RLCS is generalizable to a broad spectrum of domains:

• In mathematical reasoning, adaptive curriculum sampling (e.g., AdaRFT) tunes task selection to maintain a "Goldilocks" success rate, yielding up to $2\times$ faster convergence and systematic accuracy gains, without modification to reward function or architecture (Shi et al., 7 Apr 2025).
• For tool learning with interdependent reward components, RLCS can be instantiated via multi-dimensional reward-statistic filtering and staged curriculum policies, yielding robust convergence when sub-tasks master asynchronously (Feng et al., 18 Sep 2025).
• In contextual RL, self-paced approaches regularize intermediate context distributions (via KL penalties) and use dual optimization to balance progress towards target distributions and smoothness of learning, suggesting RLCS is extensible to settings requiring continual domain adaptation (Klink et al., 2019).
• In vision-language and multimodal reasoning, difficulty tiers informed by pilot evaluations and per-tier online tracking enable RLCS to stably train on $10^9$ examples, balancing compute and gradient informativeness (Team et al., 1 Jul 2025).
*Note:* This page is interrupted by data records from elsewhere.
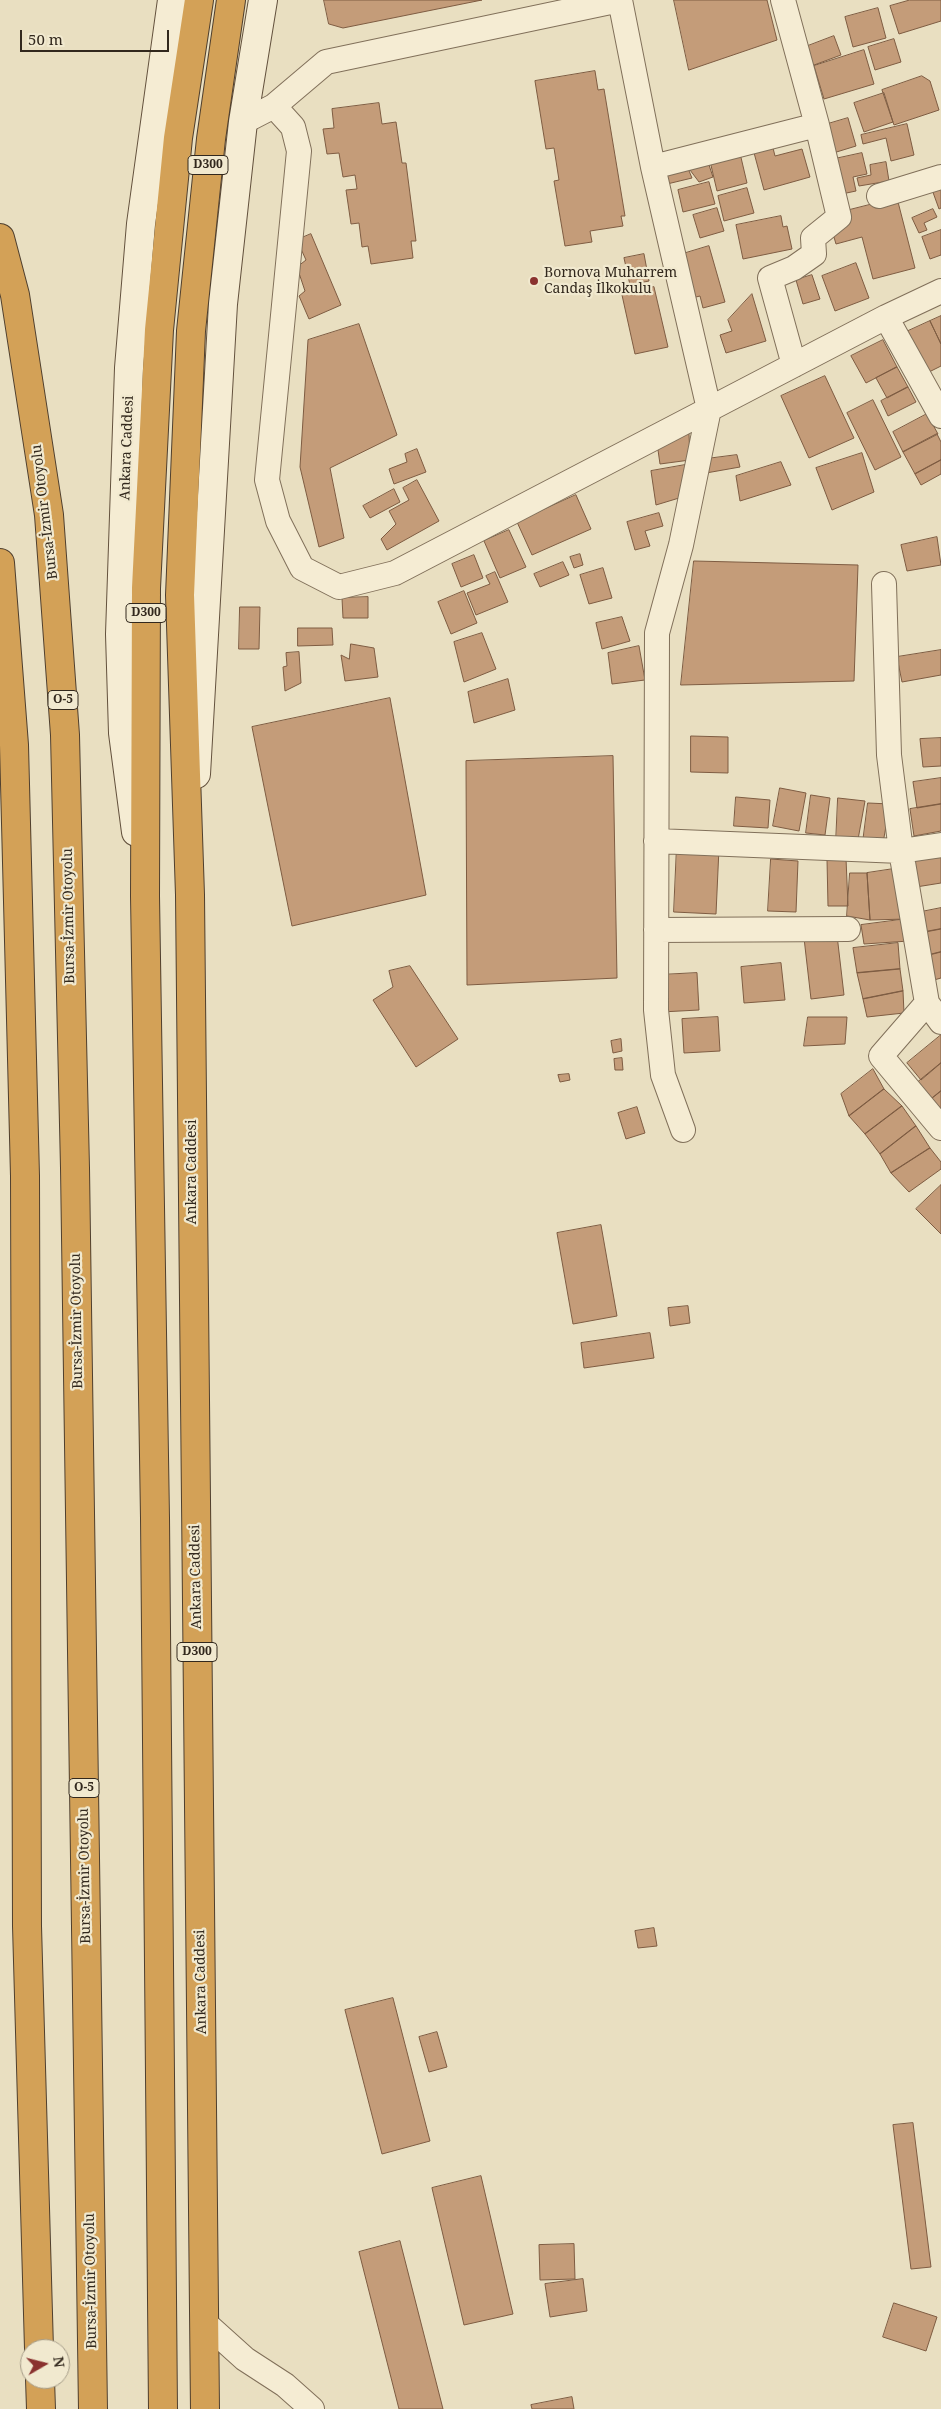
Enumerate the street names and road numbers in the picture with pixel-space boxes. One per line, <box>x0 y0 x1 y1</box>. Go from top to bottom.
road number: D300 <box>188 156 228 174</box>
street label: Ankara Caddesi <box>117 395 137 501</box>
street label: Bursa-İzmir Otoyolu <box>28 444 62 580</box>
road number: D300 <box>126 604 166 622</box>
road number: O-5 <box>48 690 78 710</box>
street label: Bursa-İzmir Otoyolu <box>59 848 79 984</box>
street label: Ankara Caddesi <box>184 1120 200 1224</box>
street label: Bursa-İzmir Otoyolu <box>67 1253 87 1389</box>
street label: Ankara Caddesi <box>187 1524 205 1630</box>
road number: D300 <box>177 1642 217 1661</box>
road number: O-5 <box>69 1779 99 1798</box>
street label: Bursa-İzmir Otoyolu <box>75 1808 95 1944</box>
street label: Ankara Caddesi <box>192 1929 210 2035</box>
street label: Bursa-İzmir Otoyolu <box>81 2213 101 2349</box>

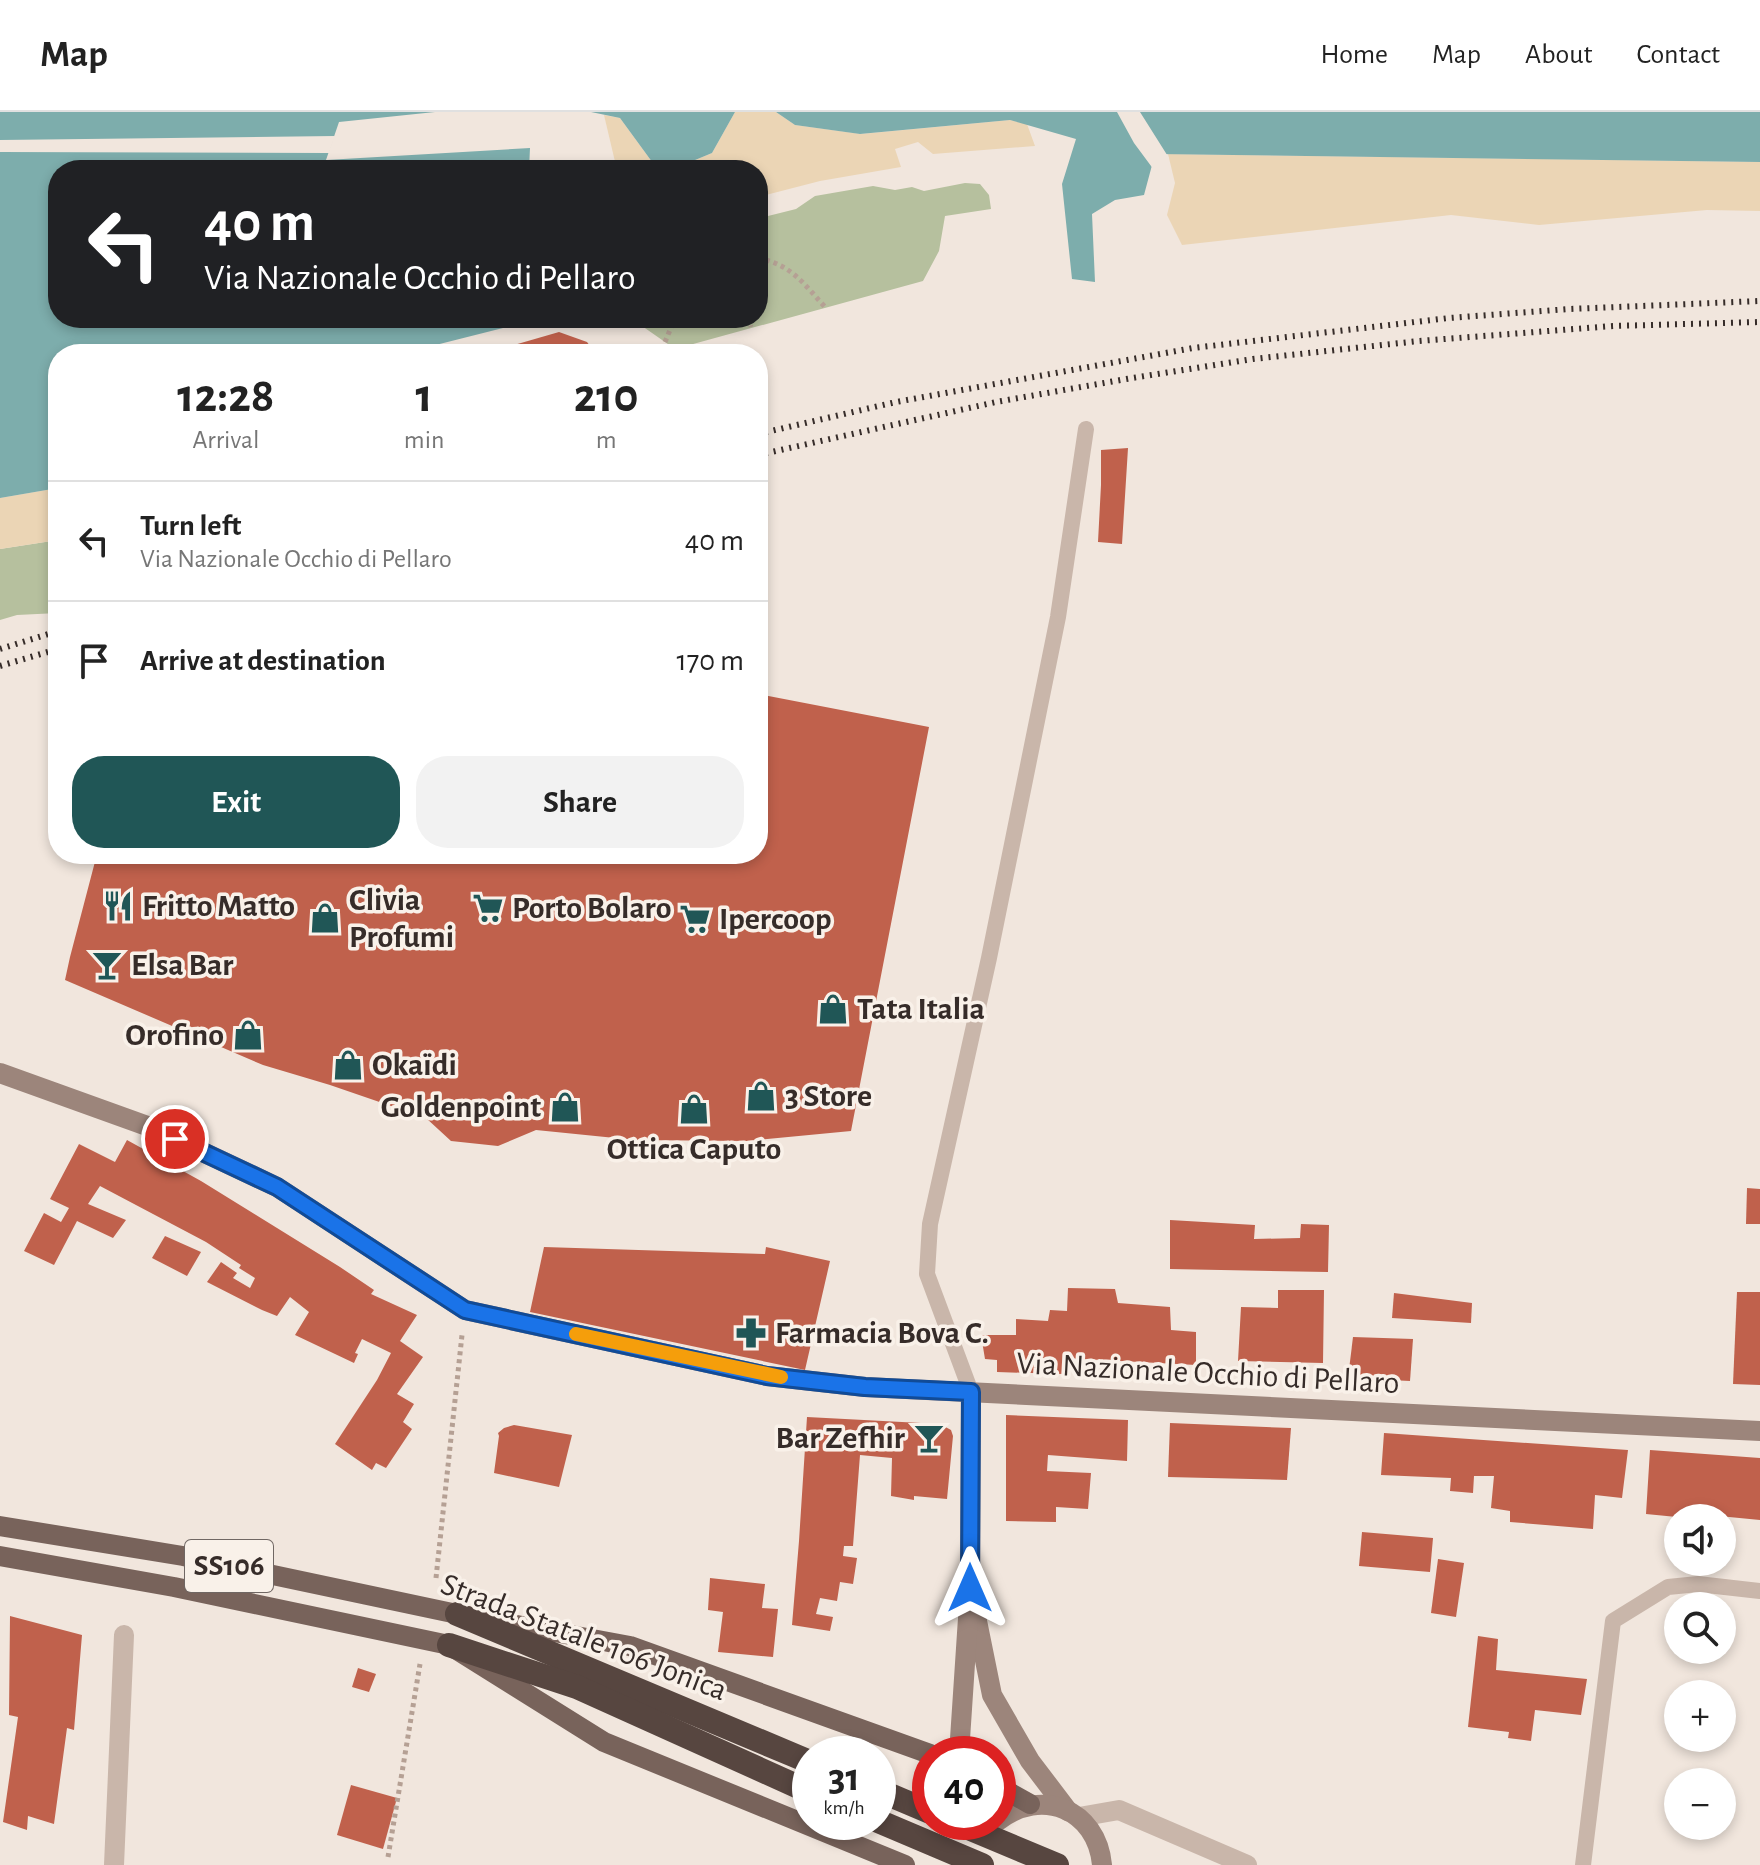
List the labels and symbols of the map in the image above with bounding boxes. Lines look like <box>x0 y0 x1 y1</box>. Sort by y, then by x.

7. Future Directions and Open Problems

RLCS continues to evolve, with open questions surrounding:

• Efficient estimation of learning progress and difficulty in partially observable, non-stationary, or real-world domains.
• Combining RLCS with meta-learning to dynamically learn not only curricula but also optimal curriculum update rules and schedules.
• Scaling to continuous task spaces: embedding-based curricula or context distributional shift methods require further advances to remain computationally tractable as task spaces grow.
• Robustness in the presence of adversarial or deceptive reward signals, where naive LP or variance-based scoring can be gamed.
• Formal convergence characterization for complex, stochastic, multi-stage RLCS frameworks remains limited and is an active area of research.

RLCS has become a foundational paradigm for scalable agent training in diverse, high-dimensional, and real-world domains, supplanting static or hand-engineered curricula and unlocking new levels of capability and efficiency in modern RL systems (Li et al., 24 Jan 2026, Team et al., 1 Jul 2025, Feng et al., 18 Sep 2025, Florensa et al., 2017).